Where is Mount Everest? (MountEverest.txt)
Mount Everest (Nepali: Sagarmatha सगरमाथा; Tibetan: Chomolungma ཇོ་མོ་གླང་མ; Chinese Zhumulangma 珠穆朗玛) is Earth's highest mountain above sea level, located in the Mahalangur Himal sub-range of the Himalayas. The international border between Nepal (Province No. 1) and China (Tibet Autonomous Region) runs across its summit point. - Reference Wikipedia
scala> val mountEverest = sc.textFile("/testdata/MountEverest.txt")

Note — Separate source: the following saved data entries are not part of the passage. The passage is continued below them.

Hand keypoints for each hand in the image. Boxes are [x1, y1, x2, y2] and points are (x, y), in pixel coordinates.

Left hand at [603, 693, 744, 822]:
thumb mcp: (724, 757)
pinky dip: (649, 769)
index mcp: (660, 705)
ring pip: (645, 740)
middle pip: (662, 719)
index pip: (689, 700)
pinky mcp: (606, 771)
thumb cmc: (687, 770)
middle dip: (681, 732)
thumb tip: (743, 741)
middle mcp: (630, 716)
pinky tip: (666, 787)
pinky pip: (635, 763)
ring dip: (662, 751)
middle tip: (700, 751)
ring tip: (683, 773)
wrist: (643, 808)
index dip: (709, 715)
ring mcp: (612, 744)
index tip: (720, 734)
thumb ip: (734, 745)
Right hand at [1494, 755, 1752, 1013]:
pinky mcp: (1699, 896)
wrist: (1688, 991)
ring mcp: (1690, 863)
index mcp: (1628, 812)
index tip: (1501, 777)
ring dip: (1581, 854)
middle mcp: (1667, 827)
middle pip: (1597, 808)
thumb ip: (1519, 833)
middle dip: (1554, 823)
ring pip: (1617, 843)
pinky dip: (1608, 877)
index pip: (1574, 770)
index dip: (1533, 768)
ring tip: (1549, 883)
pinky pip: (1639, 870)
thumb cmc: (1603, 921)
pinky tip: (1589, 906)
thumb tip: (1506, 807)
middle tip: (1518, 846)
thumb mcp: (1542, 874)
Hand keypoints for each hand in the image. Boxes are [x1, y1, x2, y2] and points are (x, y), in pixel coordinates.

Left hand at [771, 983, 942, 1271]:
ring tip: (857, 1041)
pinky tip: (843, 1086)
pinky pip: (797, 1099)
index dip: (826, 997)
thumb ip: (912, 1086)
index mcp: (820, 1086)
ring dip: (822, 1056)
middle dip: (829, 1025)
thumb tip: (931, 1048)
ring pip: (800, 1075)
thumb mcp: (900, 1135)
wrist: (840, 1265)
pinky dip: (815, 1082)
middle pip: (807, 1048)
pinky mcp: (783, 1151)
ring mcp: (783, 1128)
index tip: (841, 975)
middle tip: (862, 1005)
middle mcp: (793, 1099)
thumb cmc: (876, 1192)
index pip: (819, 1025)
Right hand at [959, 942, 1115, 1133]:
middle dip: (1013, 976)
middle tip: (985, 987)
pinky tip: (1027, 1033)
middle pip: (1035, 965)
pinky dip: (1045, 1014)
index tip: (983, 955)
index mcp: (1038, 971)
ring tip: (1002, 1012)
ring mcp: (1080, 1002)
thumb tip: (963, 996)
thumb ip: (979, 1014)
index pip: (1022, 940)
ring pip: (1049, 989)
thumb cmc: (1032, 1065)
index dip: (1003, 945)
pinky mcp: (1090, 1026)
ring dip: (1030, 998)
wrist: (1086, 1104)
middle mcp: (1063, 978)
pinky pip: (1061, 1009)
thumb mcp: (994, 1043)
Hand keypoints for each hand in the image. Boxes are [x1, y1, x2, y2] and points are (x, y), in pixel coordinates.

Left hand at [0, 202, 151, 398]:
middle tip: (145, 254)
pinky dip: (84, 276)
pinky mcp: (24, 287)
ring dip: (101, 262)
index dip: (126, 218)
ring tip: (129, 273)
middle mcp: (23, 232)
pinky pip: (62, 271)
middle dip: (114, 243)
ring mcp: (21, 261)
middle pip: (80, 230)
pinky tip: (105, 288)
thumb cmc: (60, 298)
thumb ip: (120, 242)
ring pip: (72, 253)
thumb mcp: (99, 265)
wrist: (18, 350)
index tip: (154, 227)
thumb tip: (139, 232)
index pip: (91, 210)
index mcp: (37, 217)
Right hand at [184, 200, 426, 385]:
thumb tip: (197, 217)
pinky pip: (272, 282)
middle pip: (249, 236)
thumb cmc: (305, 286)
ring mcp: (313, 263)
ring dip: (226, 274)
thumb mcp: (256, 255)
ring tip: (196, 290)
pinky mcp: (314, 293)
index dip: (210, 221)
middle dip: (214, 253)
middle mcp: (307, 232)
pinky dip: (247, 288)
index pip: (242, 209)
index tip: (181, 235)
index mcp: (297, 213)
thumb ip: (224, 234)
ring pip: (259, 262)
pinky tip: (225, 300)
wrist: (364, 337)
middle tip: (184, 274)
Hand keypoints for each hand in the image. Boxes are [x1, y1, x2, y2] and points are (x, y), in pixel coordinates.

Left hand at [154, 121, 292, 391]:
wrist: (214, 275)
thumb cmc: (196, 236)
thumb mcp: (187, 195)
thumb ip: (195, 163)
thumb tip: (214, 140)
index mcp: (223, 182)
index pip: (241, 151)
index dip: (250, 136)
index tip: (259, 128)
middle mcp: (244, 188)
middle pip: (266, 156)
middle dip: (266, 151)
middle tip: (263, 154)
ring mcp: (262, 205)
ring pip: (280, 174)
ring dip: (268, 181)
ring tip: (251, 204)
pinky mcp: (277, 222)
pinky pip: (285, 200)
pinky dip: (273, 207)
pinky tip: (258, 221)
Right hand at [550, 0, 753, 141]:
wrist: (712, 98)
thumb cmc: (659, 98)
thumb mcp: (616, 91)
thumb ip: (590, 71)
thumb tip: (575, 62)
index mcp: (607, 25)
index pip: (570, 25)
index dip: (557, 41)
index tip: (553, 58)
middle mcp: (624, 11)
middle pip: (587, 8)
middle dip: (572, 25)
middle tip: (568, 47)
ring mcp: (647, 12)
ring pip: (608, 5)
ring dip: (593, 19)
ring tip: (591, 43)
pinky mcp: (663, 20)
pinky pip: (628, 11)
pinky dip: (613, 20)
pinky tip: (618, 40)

mountEverest: org.apache.spark.rdd.RDD[String] = /testdata/MountEverest.txt MapPartitionsRDD[1] at textFile at <console>:24
Spark Transformations
I encourage you all to run these examples on Spark-shell side-by-side. Don't just read through them. Type them on your keyboard it will help you learn.
map(func)
This transformation redistributes the data after passing each element through func.
1. For example, if you want to split the Mount Everest text into individual words, you just need to pass this lambda func x => x.split(" ") and it will create a new RDD as shown below.
scala> val words = mountEverest.map(x => x.split(" "))
words: org.apache.spark.rdd.RDD[Array[String]] = MapPartitionsRDD[3] at map at <console>:25
Did you spot the difference between mountEverest and words RDD? Yeah exactly, one is String type and after applying map transformation it's now Array of String.
scala> words.collect()
res1: Array[Array[String]] = Array(Array(Mount, Everest, (Nepali:, Sagarmatha, सगरमाथा;, Tibetan:, Chomolungma, ཇོ་མོ་གླང་མ;, Chinese, Zhumulangma, 珠穆朗玛), is, Earth's, highest, mountain, above, sea, level,, located, in, the, Mahalangur, Himal, sub-range, of, the, Himalayas., The, international, border, between, Nepal, (Province, No., 1), and, China, (Tibet, Autonomous, Region), runs, across, its, summit, point.))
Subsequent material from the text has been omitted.